# Machine Learning with Random Forest

# Machine Learning with Random Forest

## Objectives

- Create predictive models using the random forest (RF) algorithm and the randomForest package
- Predict to test/validation data to assess model performance
- Assess variable importance
- Assess models using receiver operating characteristic curves (ROC) and the area under the curve (AUC) measure

## Overview

As an example of using a machine learning method, in this module we
will explore the **randomForest** package to implement the
**random forest** (**RF**) algorithm. I will
step through the process of creating a prediction to map the likelihood
or probability of palustrine forested/palustrine scrub/shrub (PFO/PSS)
wetland occurrence using a variety of terrain variables. The provided
*training.csv* table contains 1,000 examples of PFO/PSS wetlands
and 1,000 not PFO/PSS examples. The *validation.csv* file
contains a separate, non-overlapping 2,000 examples equally split
between PFO/PSS wetlands and not PFO/PSS wetlands. The link at the
bottom of the page provides the example data and R Markdown file used to
generate this module.

Here is a brief description of all the provided variables.

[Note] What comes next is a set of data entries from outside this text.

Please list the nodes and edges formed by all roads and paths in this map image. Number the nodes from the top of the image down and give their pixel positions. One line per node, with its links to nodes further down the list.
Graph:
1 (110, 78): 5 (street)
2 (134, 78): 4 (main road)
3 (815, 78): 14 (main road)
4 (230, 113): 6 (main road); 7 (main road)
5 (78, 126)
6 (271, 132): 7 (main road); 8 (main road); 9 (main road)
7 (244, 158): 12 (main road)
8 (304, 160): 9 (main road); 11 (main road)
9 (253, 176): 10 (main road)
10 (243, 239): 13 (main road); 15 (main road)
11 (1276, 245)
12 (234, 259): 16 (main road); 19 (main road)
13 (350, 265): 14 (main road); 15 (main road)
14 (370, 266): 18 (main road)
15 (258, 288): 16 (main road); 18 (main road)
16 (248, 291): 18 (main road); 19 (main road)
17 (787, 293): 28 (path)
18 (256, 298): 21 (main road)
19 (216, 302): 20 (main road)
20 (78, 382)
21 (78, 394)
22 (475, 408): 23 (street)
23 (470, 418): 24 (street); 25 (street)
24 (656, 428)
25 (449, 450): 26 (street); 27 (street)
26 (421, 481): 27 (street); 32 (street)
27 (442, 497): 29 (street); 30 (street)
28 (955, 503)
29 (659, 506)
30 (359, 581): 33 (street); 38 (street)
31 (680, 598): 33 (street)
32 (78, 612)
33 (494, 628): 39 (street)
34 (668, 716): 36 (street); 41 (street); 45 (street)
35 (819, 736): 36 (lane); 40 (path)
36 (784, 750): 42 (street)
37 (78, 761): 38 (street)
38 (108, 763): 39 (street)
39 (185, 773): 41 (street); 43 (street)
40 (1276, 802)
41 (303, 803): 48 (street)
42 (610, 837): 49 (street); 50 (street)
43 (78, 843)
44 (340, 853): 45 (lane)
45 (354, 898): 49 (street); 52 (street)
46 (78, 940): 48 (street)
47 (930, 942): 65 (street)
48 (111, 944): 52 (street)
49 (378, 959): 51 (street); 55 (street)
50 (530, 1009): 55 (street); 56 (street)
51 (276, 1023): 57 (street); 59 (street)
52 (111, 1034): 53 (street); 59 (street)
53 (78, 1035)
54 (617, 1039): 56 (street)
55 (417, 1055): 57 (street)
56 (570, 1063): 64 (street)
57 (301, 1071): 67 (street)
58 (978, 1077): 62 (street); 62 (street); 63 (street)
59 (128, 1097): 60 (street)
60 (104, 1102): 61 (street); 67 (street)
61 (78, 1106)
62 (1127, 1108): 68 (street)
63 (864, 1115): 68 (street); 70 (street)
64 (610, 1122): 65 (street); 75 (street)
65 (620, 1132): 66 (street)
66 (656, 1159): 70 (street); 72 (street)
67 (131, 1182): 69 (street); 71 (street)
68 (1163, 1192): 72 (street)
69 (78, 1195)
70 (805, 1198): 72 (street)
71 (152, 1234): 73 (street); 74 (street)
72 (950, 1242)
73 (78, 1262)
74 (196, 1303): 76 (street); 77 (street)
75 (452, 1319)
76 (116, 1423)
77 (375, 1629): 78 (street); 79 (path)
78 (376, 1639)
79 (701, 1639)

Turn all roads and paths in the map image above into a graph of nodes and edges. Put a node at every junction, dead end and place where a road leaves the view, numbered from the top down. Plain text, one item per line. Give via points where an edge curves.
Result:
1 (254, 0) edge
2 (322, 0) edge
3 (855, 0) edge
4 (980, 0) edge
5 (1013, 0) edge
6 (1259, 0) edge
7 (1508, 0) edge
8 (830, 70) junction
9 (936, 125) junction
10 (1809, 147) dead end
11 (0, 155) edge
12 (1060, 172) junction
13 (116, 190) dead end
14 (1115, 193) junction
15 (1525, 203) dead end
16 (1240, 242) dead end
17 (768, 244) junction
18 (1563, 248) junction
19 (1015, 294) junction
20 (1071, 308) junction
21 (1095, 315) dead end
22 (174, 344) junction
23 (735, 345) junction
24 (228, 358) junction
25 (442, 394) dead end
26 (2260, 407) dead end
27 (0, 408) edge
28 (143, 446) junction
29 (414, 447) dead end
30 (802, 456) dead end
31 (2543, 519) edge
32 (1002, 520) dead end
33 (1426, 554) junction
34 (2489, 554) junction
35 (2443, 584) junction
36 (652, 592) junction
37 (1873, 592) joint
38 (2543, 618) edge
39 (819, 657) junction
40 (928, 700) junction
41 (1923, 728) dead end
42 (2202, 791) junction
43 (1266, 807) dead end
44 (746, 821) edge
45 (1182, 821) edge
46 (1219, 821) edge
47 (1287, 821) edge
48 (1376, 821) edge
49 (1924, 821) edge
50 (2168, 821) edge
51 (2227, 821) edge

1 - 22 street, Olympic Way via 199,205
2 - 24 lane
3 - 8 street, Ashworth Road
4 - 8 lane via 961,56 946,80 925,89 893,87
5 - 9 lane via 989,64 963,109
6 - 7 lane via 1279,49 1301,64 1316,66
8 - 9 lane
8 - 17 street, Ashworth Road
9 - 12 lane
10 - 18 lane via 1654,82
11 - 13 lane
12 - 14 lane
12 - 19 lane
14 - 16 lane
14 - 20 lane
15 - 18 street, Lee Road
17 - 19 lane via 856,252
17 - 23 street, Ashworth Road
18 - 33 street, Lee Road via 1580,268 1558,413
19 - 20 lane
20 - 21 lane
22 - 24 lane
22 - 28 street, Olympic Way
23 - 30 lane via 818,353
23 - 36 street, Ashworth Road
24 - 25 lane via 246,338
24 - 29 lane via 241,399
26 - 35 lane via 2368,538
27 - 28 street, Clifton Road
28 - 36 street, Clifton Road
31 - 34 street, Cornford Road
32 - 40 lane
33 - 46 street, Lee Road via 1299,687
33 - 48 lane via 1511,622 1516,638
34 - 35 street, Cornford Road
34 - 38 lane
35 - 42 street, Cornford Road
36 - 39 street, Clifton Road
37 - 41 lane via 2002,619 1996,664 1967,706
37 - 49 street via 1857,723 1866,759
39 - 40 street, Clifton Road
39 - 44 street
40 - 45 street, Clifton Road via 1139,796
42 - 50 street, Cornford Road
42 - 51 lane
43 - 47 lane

*class*: PFO/PSS (wet) or not (not)*cost*: Distance from water bodies weighted by slope*crv_arc*: Topographic curvature*crv_plane*: Plan curvature*crv_pro*: Profile curvature*ctmi*: Compound topographic moisture index (CTMI)*diss_5*: Terrain dissection (11 x 11 window)*diss_10*: Terrain dissection (21 x 21 window)*diss_20*: Terrain dissection (41 x 41 window)*diss_25*: Terrain dissection (51 x 51 window)*diss_a*: Terrain dissection average*rough_5*: Terrain roughness (11 x 11 window)*rough_10*: Terrain roughness (21 x 21 window)*rough_20*: Terrain roughness (41 x 41 window)*rough_25*: Terrain Roughness (51 x 51 window)*rough_a*: Terrain roughness average*slp_d*: Topographic slope in degrees*sp_5*: Slope position (11 x 11 window)*sp_10*: Slope position (21 x 21 window)*sp_20*: Slope position (41 x 41 window)*sp_25*: slope position (51 x 51 window)*sp_a*: Slope position average

The data provided in this example are a subset of the data used in this publication:

Maxwell, A.E., T.A. Warner, and M.P. Strager, 2016. Predicting
palustrine wetland probability using random forest machine learning and
digital elevation data-derived terrain variables, *Photogrammetric
Engineering & Remote Sensing*, 82(6): 437-447. https://doi.org/10.1016/S0099-1112(16)82038-8.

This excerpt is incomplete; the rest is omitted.